Contrary to popular belief today, China’s foreign residents did not all leave en masse before the Communist assumption of power in October 1949. Everything some foreigners possessed in the world was in China, and so they had little choice but to remain. Many others reasoned that, as the Nationalist regime’s collapse had been so chaotic, any administration that followed could only be better. And for a short time, matters did noticeably improve.

In today’s world, freedom of movement is taken for granted. But shortly after the Communists consolidated their power, an exit visa system was established, and it became impossible for foreigners to leave China without official permission. As with every other aspect of communist-controlled life, the application process itself became a complicated, nightmarish bureaucratic experience.

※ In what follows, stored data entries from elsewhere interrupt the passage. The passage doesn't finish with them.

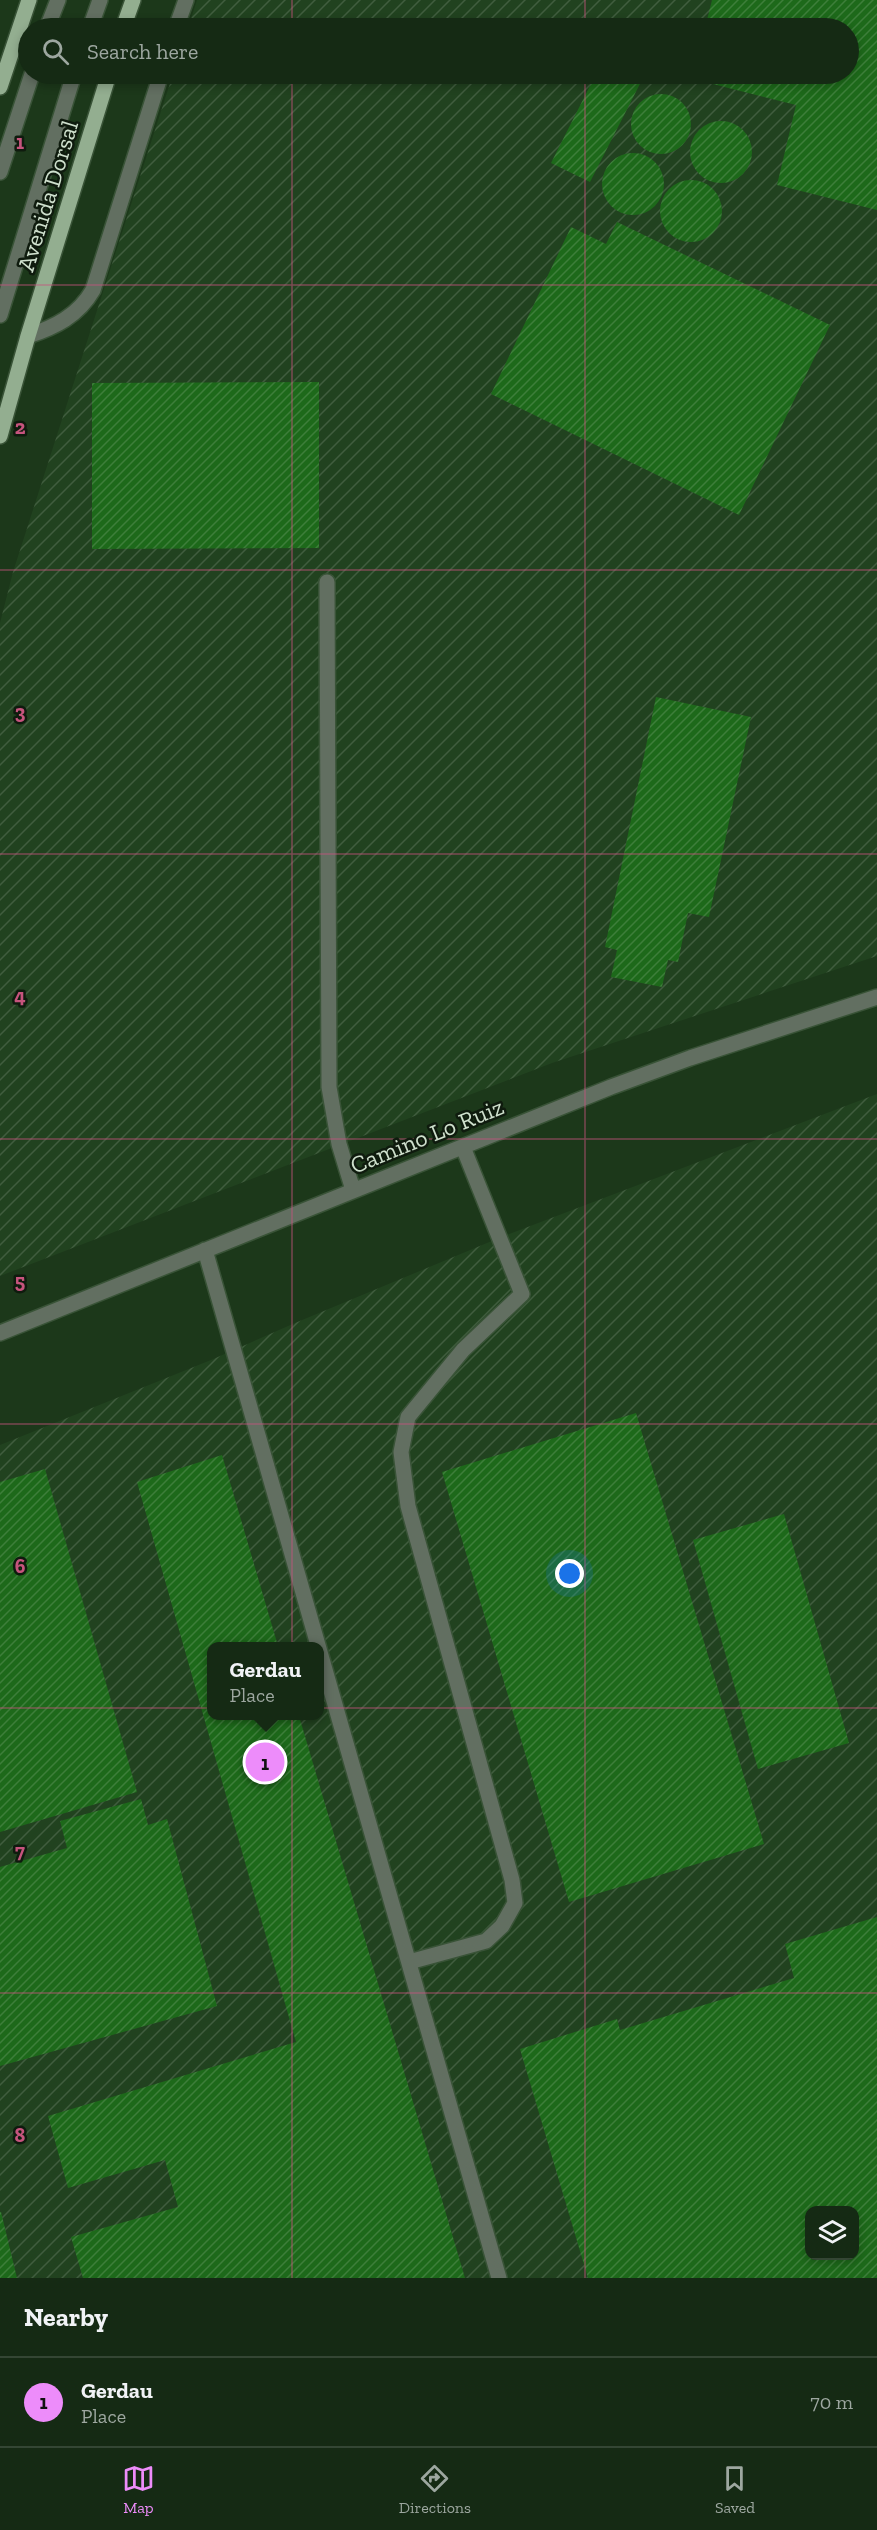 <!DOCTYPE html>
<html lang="en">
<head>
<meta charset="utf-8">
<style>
  body { margin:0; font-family:"Zilla Slab",serif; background:#223622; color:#f1f3f6 }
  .controls { position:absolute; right:18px; bottom:18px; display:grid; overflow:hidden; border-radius:12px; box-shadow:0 3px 9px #0003 }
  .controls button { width:54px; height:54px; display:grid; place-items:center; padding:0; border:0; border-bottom:2px solid #344634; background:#152a14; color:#f1f3f6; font:30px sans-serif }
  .you { position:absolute; left:570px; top:1574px; width:21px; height:21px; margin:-15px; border:4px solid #fff; border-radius:50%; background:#1a73e8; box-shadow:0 0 0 9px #1a73e833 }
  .badge { display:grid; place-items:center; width:39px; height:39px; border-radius:50%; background:#ed8cfa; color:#111; font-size:20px; font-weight:700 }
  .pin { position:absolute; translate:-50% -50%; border:3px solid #fff; box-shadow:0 2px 6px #0006 }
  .popup { position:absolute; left:207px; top:1642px; width:117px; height:78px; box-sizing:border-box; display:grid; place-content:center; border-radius:12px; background:#152a14; filter:drop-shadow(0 2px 4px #0005); font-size:20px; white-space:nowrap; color:#9da7a0 }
  .popup b { font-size:22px; color:#f1f3f6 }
  .popup::after { content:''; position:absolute; left:50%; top:100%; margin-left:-12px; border:12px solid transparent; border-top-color:#152a14 }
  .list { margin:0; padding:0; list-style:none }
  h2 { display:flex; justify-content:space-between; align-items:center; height:78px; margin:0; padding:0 24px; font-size:26px }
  h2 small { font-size:20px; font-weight:400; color:#9da7a0 }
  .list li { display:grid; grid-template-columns:39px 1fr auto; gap:18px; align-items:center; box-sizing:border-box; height:90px; padding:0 24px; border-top:2px solid #344634 }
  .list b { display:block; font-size:22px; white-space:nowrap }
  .list p { margin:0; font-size:20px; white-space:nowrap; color:#9da7a0 }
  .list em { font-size:20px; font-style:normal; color:#9da7a0 }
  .icon { flex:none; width:33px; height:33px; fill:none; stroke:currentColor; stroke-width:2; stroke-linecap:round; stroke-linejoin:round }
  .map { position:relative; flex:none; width:877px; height:2278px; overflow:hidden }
  .search { position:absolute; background:#152a14; box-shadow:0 3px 9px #0003; left:18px; right:18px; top:18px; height:66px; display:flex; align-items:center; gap:15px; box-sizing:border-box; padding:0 21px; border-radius:33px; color:#9da7a0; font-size:22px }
  .sheet { height:168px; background:#152a14 }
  nav { display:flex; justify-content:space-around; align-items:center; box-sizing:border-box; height:84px; border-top:2px solid #344634; background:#152a14; font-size:16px; color:#9da7a0 }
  nav a { display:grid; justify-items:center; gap:3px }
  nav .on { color:#ed8cfa }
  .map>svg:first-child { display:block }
</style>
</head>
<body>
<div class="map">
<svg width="877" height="2278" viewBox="0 0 877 2278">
  <defs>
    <pattern id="industrial-furrows" width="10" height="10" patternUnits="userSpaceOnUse" patternTransform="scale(1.5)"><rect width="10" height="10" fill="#21421f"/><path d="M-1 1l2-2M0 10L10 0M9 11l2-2" fill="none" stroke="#405d3e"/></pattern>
    <pattern id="building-hatch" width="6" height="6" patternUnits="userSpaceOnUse" patternTransform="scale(1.5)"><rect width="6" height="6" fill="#1d691a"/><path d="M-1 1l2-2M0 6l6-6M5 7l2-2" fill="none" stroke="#3d7e3a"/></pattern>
  </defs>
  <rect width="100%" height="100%" fill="#1c381a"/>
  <path fill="url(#industrial-furrows)" fill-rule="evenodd" d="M197,0h680v956l-325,107 -552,213v-653l13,-51 160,-498h675v-46h-660z
    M877,1094v1184h-877v-833l211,-85 84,-37 204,-85zM211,1646h108v70h-108zM810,2210h44v46h-44z"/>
  <path fill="url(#building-hatch)" fill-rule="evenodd" d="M712,0h165v210l-100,-25 19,-80 -103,-26 1,-5h154v-46h-143z
    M596,74h49l-55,108 -39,-19z
    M631 124a30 30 0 1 1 60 0a30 30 0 1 1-60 0Z
    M690 152a31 31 0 1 1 62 0a31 31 0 1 1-62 0Z
    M602 184a31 31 0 1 1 62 0a31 31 0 1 1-62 0Z
    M660 211a31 31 0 1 1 62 0a31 31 0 1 1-62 0Z
    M617,222l213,103 -91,190 -248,-121 80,-167 35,17z
    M319,382v166l-227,1v-166z
    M656,697l95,20 -42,200 -21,-4 -10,49 -10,-2 -6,27 -51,-10 6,-27 -12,-3z
    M636,1413l128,431 -195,58 -127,-430z
    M222,1455l56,191h-67v70h88l166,562h-382l-12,-41 107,-30 -13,-47 -97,28 -20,-72 248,-74 -159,-560z
    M45,1469l92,323 -137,40v-350z
    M784,1514l65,229 -91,26 -65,-229z
    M141,1799l7,26 19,-6 50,187 -217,60v-199l67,-19 -7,-27z
    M877,1917v361h-289l-68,-229 97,-30 3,11 174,-52 -9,-34zM810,2210h44v46h-44z
    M0,2212h1l16,66h-17z"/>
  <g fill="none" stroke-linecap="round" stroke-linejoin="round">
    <defs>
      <path id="minor" d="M47,28l11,-28
        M90,28l10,-28
        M176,28l10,-28
        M0,172l32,-98
        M0,315l74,-241
        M28,336c27,-9 50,-20 65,-46l68,-216
        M327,582l2,505 10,57 14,46
        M205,1250l294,1028
        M0,1333l611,-246 79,-29 187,-61
        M409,1962l77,-21 16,-15 13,-23 -3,-23 -104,-374 -7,-54 7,-35 55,-67 59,-56 -59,-147"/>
      <path id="major" d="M123,28l10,-28
        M0,87l29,-87
        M0,436l28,-100 81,-262"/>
    </defs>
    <use href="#minor" stroke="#395337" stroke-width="18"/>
    <use href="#major" stroke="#395337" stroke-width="18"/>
    <use href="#minor" stroke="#626f61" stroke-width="15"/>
    <use href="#major" stroke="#93ae90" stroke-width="15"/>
  </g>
  <path fill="none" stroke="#c6547d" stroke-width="1.5" stroke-opacity="0.55" d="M292,0v28M585,0v28M292,74v2204M585,74v2204M0,285h877M0,570h877M0,854h877M0,1139h877M0,1424h877M0,1708h877M0,1993h877"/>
  <g text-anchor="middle" stroke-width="5" stroke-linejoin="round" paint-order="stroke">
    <g font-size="24" fill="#cfe0cd" stroke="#0f1b0e">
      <text transform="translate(48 196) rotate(-73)" y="8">Avenida Dorsal</text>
      <text transform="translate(427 1136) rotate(-22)" y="8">Camino Lo Ruiz</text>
    </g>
  </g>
  <g font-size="20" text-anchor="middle" font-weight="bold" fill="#c6547d" stroke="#0f1b0e" stroke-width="5" stroke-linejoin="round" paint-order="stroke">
    <text x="20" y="149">1</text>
    <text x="20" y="434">2</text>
    <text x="20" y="719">3</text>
    <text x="20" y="1003">4</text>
    <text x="20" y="1288">5</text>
    <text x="20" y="1573">6</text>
    <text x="20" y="1858">7</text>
    <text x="20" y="2142">8</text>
  </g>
</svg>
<div class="controls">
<button><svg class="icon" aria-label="layers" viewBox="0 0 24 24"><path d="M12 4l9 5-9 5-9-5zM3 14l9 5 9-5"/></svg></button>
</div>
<div class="you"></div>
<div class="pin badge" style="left:265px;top:1762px">1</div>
<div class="popup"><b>Gerdau</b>Place</div>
<div class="search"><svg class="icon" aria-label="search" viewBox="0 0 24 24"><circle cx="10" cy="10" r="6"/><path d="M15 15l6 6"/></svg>Search here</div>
</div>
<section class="sheet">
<h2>Nearby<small></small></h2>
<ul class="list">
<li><span class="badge">1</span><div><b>Gerdau</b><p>Place</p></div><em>70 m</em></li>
</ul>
</section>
<nav>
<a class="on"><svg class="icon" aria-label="map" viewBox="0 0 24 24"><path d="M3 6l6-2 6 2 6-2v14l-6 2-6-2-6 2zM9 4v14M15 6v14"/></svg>Map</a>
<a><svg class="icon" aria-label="directions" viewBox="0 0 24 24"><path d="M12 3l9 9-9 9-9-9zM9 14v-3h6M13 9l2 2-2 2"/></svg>Directions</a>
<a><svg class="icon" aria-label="saved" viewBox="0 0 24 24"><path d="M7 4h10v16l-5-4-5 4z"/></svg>Saved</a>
</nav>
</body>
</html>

After the Korean war began, in June 1950, a United Nations embargo on direct trade with China was instated, in response to the Chinese invasion of Korea to support the Communist insurrection there. This embargo was interpreted, not unreasonably, by the People’s Republic as a hostile act.

China’s exit visa system was an act of retaliation. It afforded a convenient means by which foreign nationals – especially of those countries involved in upholding the embargo – and the multinational companies that employed them, could be punished.

Import-export firms based in former treaty port cities, such as Shanghai and Tientsin (now Tianjin), found their businesses at a standstill due to the embargo.Nevertheless, they were expressly prohibited from dismissing staff, whose wages had to be paid through hefty overseas remittances.

Property owned by anyone the new state chose to go after (be it capitalists, regime critics, the rich middle class) was punitively assessed for “back taxes”; expatriate managerial staff and their families were permitted to leave the country only when businesses had been virtually bankrupted. Offices, warehouses and other properties were usually signed over to the state to secure the last remaining permits. Businesses deemed essential to the state were not allowed to close; these were ordered to – somehow – “operate normally”.

One now-elderly lady, whose family had lived in Canton (now Guangzhou) since the 1920s, recalled for me their departure formalities in 1952.

After her father’s business was eventually wound up, they had to wait for exit visas to leave for Hong Kong. Personal property was crated up for transport and fully itemised. Scrupulously honest Communist bureaucrats adamantly insisted that no item that did not legally belong to “New China” could be left behind. If anything listed had been found missing – even a handkerchief – this discrepancy could have jeopardised the visa process. Every day for more than 18 months, her father went to the visa office, only to be told it was “not ready today” – after waiting for several hours – and instructed to return early the next morning. Meanwhile, the family lived on the contents of a single suitcase each, and what could be borrowed from others.

Eventually, the vital paperwork was issued. The exit visa stipulated, however, that the family had to leave China within 72 hours, by sea, from the northern port of Tientsin, or the permit would be invalid.

After a frantic scramble for tickets, the family departed Canton forever a few hours later. By “happy coincidence” – according to the stationmaster – the last three first-class sleeper berths available on the entire train were “unexpectedly” available; by another coincidence, the combined rail and steamer fares finally exhausted, almost to the dollar, what little remained of her father’s Chinese bank account.

On arrival in Tientsin, they boarded their ship a couple of hours before the visa expired. They docked in Kowloon, after stops in Shanghai and other southern ports, unharmed but penniless, more than a week later.

The train journey from Canton to the Hong Kong frontier would have taken about three hours.